Офицер поднялся и вышел на берег, жестом позвав за собой Александра. Тот поднялся следом. Они оставили лодочника позади. Офицер стоял, сложа за спиной руки, и смотрел на пустое дерево висельников: только опустевшие, оборванные верёвки, обвитые жадными щупальцами лозы, свисали с ветвей.

— Ты всё сделал правильно. Начиная с ягуара и заканчивая обезьяной. Как командующий стражей, я должен казнить тебя, — капитан повернулся к пленнику лицом и протянул руку. — Но, как правитель этих земель, я, Уильям, граф Ягуара, должен поблагодарить тебя.

Александр взглянул в лицо трактирщику, офицеру и графу.

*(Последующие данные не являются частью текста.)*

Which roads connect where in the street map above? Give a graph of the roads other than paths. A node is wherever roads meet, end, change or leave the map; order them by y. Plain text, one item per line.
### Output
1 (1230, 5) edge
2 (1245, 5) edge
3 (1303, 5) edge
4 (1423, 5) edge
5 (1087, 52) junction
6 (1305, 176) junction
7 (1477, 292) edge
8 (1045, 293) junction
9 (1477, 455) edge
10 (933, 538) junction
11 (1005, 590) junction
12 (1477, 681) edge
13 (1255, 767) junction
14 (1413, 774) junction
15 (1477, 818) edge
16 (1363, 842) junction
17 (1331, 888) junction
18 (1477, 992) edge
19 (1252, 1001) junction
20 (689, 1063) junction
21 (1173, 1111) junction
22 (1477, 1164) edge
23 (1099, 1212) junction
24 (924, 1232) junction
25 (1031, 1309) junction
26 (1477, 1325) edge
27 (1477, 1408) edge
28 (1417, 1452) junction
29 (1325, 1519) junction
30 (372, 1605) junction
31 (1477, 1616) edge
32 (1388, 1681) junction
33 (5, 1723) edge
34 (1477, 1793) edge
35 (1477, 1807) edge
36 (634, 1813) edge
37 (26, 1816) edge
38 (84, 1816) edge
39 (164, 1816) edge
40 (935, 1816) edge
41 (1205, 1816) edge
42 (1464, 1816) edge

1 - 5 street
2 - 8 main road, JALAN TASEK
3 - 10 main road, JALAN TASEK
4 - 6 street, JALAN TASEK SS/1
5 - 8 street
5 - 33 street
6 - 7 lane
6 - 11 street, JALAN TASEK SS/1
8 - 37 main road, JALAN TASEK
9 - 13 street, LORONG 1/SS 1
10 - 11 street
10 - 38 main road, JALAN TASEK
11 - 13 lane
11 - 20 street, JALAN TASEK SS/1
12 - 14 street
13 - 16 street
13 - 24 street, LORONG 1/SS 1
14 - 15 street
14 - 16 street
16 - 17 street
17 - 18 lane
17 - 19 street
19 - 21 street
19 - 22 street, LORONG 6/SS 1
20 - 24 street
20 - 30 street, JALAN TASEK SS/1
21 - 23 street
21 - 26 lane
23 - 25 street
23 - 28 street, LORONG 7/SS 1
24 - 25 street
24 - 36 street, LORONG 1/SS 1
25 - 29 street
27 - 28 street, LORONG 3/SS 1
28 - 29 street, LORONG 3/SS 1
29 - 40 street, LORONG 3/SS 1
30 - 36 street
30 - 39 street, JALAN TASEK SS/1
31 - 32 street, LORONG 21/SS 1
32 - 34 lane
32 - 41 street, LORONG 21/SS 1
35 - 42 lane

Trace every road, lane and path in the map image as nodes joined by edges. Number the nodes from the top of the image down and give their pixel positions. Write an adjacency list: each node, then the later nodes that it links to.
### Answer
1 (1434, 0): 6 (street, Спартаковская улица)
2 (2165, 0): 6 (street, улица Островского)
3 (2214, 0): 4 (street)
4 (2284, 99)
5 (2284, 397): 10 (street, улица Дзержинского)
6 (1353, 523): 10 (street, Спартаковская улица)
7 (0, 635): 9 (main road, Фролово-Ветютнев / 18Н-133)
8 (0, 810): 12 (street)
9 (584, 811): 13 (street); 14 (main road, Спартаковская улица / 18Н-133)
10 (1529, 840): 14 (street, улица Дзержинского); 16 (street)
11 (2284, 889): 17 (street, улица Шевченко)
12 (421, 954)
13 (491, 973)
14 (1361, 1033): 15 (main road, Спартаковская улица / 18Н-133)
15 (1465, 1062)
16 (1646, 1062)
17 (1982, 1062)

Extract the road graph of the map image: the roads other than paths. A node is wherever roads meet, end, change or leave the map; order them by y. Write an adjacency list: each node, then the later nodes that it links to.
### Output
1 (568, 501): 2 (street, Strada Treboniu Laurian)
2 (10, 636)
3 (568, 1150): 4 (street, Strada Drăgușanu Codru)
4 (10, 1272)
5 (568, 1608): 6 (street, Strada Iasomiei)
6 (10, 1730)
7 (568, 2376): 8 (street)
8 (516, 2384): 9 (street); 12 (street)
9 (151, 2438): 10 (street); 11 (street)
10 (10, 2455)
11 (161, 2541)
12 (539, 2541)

— Какая разносторонняя личность… — протянул Александр, на что Уильям усмехнулся в усы.

— Однако праведность и справедливость не всегда идут рука об руку. Единственный компромисс, который я вижу, — изгнать тебя навсегда из наших земель. И пожелать удачи в твоих странствиях. Вот, — он протянул Александру свёрток, — возьми подарок на прощание. Надеюсь, в этот раз ты не просрёшь впустую пшеничный эль.

Развернув свёрток, Александр увидел флягу с гербом, что имел одно занятное отличие от обычного — на этом гербе ягуар и крокодил сцепились друг с другом под корнями дерева. Улыбка сама собой расползлась на его лице. Но это было не всё. К фляге было что-то примотано.

— Твоё письмо пришло совсем в негодность, и я позволил себе дать писарю обновить его для тебя в пергаменте, он прочнее и не боится влаги.

Перевернув булькнувшую флягу, Александр увидел незнакомую бумажку со знакомыми письменами. Чистая, прочная, новая.

— Куда ты теперь? Я так понимаю, ты же вроде как без памяти от наших красот?

Александр отвёл взгляд в сторону и сдавленно рассмеялся.

— Вот он я, стою перед тобой, поддерживаю разговор, делаю то, что считаю нужным и правильным. Потеря памяти ли это или, может, потеря прошлого? Загадка, которую было бы занятно решить на досуге, но не более. И как иронично то, что больше мне нечем заняться. Может, моя память и изменила мне, но сам себе я остался верен. У меня есть одно незаконченное дело, — Александр перевёл взгляд на Уильяма и похлопал по нагрудному карману, в котором лежало письмо. — А я всегда завершаю начатое.